IFN-gamma potentiates the accumulation of diacylglycerol in murine macrophages.

Activation of mononuclear phagocytes for a variety of functional responses is potentiated by prior exposure to IFN-gamma. Inasmuch as protein kinase C has been suggested to mediate several of these responses, we have examined the effects of IFN-gamma exposure on subsequent accumulation of sn-1,2-diacylglycerol (DAG).
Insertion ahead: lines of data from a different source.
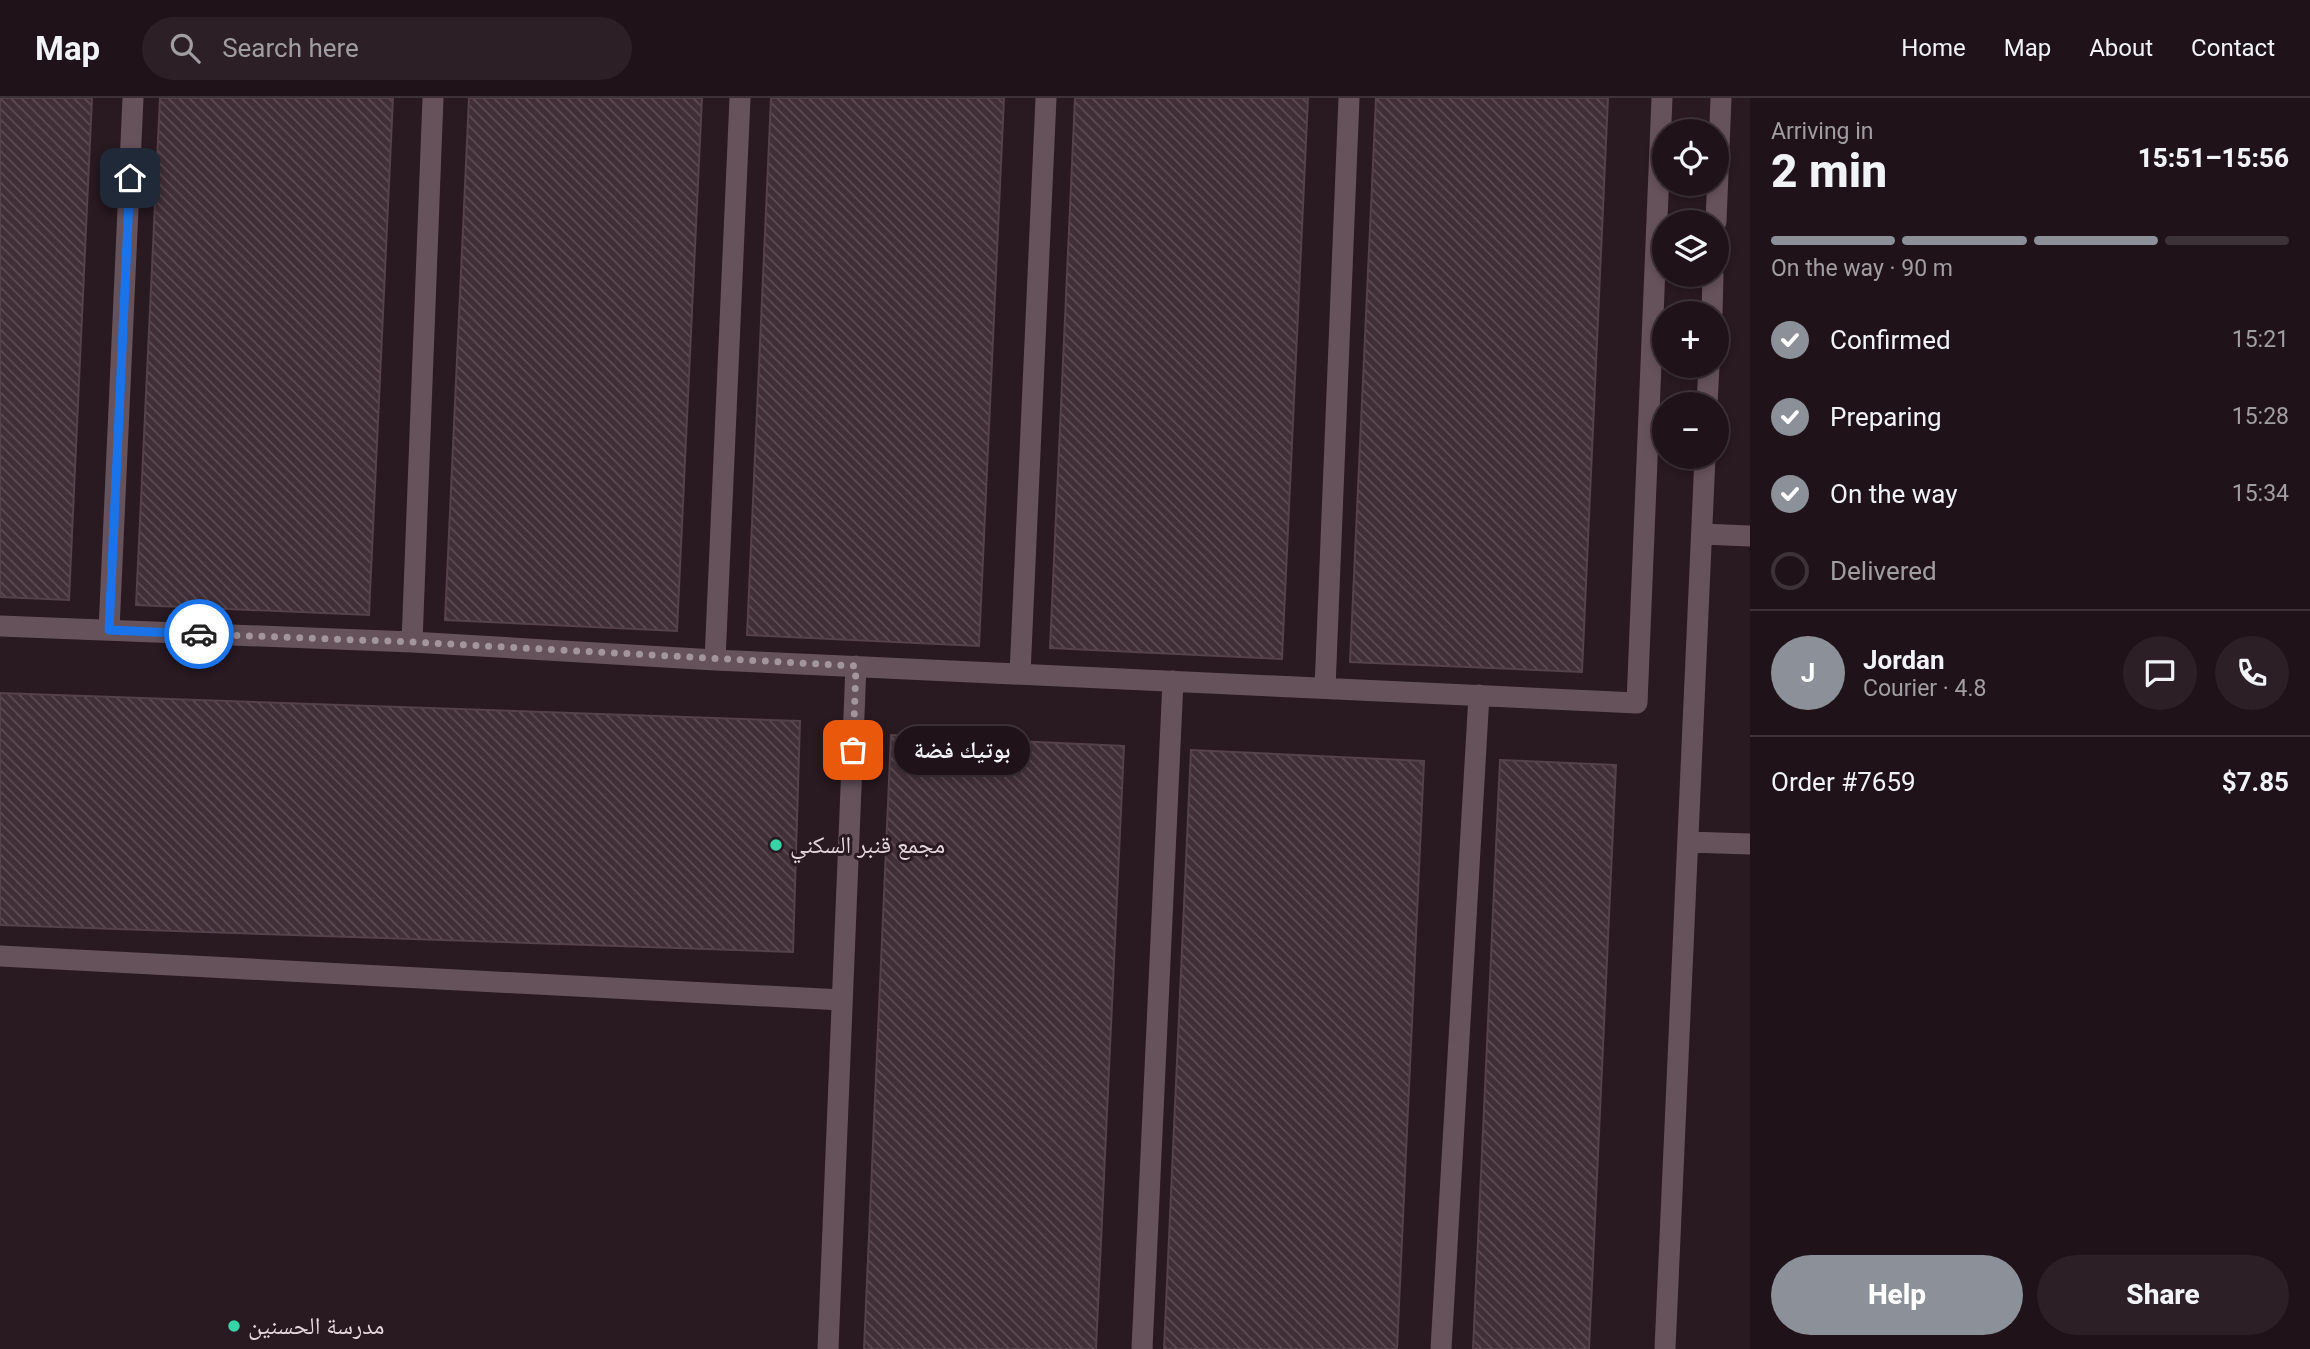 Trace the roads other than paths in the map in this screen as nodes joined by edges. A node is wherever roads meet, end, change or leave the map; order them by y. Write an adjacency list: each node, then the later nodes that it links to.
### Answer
1 (133, 98): 13 (street)
2 (433, 98): 14 (street)
3 (740, 98): 15 (street)
4 (1046, 98): 17 (street)
5 (1349, 98): 19 (street)
6 (1662, 98): 20 (street)
7 (1721, 98): 8 (street)
8 (1716, 210)
9 (1705, 469): 10 (street)
10 (1702, 534): 11 (street); 21 (street)
11 (1750, 536)
12 (0, 626): 13 (street)
13 (109, 630): 14 (street)
14 (412, 642): 15 (street)
15 (715, 660): 16 (street)
16 (856, 666): 17 (street); 24 (street)
17 (1020, 674): 18 (street)
18 (1172, 681): 19 (street); 26 (street)
19 (1325, 688): 20 (street)
20 (1479, 695): 27 (street)
21 (1688, 842): 22 (street); 28 (street)
22 (1750, 844)
23 (0, 956): 24 (street)
24 (842, 1000): 25 (street)
25 (828, 1349)
26 (1142, 1349)
27 (1441, 1349)
28 (1665, 1349)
Exposure of murine macrophages to IFN-gamma (greater than 4 h) results in an increase in basal DAG as well as potentiating DAG accumulation in response to the macrophage chemoattractant, platelet-activating factor (PAF). An increased DAG accumulation was similarly observed in response to PMA and ionomycin. Our results further indicate that the increased DAG accumulation during activation of macrophages is unlikely to involve alterations in phosphatidylinositol metabolism. PAF-stimulated production of [3H]inositol phosphates was not altered by the prior exposure of macrophages to IFN-gamma. Similarly, IFN-gamma did not potentiate the ability of PAF to cause an increase in cytosolic calcium. Our data indicate that phosphatidylcholine metabolism may be involved in IFN-gamma-regulated DAG accumulation. Exposure of [3H]choline-labeled macrophages to IFN-gamma resulted in an increase in the basal level of aqueous [3H]choline metabolites as well as potentiating the production of [3H]choline in response to PAF, PMA, and ionomycin. Our results thus suggest that the potentiated protein kinase C-mediated responses occurring during macrophage activation may be due to potentiated DAG accumulation independent of potentiated phosphatidylinositol metabolism.